- Information supplied:
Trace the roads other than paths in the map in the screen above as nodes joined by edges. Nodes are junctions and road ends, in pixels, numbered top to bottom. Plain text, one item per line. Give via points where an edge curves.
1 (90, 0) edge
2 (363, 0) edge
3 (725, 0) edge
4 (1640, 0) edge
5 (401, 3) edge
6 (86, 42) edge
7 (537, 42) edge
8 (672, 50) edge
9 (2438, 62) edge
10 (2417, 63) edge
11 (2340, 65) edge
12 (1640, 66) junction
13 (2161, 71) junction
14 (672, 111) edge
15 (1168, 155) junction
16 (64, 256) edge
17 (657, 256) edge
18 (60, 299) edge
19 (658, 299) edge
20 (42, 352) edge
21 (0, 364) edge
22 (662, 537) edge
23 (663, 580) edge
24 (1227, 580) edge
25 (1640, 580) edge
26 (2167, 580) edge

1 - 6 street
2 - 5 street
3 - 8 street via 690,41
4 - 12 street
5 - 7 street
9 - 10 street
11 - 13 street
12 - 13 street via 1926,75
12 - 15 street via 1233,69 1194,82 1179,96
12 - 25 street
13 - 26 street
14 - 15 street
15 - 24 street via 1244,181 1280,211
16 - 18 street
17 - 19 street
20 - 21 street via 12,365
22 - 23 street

* * *

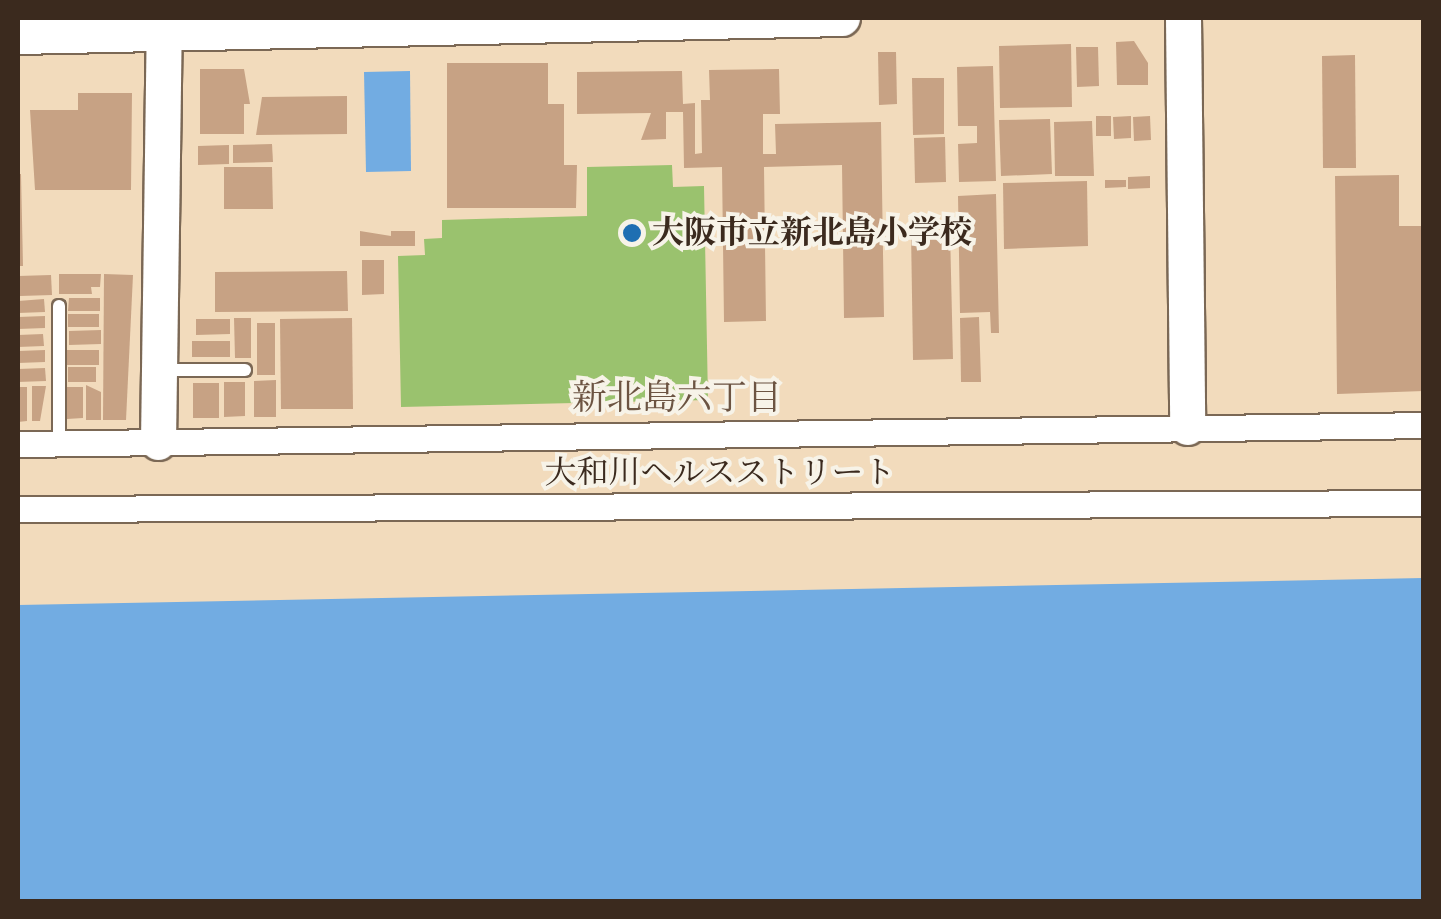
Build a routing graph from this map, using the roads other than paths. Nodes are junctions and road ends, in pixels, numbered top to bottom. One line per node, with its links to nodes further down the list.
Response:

---

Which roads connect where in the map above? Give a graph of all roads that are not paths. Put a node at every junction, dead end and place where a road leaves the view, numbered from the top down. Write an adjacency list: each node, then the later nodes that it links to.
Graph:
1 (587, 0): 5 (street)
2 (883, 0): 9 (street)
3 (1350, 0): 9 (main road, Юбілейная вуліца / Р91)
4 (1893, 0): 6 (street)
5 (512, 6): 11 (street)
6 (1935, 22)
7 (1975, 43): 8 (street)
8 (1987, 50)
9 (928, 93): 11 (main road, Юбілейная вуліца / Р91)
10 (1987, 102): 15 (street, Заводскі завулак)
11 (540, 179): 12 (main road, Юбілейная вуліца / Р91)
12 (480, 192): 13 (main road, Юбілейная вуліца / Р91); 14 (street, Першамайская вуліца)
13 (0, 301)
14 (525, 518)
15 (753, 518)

- Work instruction:
Note every line in the material with "from" and copy it.

- The answer:
Build a routing graph from this map, using the roads other than paths. Nodes are junctions and road ends, in pixels, numbered top to bottom. One line per node, with its links to nodes further down the list.
Which roads connect where in the map above? Give a graph of all roads that are not paths. Put a node at every junction, dead end and place where a road leaves the view, numbered from the top down. Write an adjacency list: each node, then the later nodes that it links to.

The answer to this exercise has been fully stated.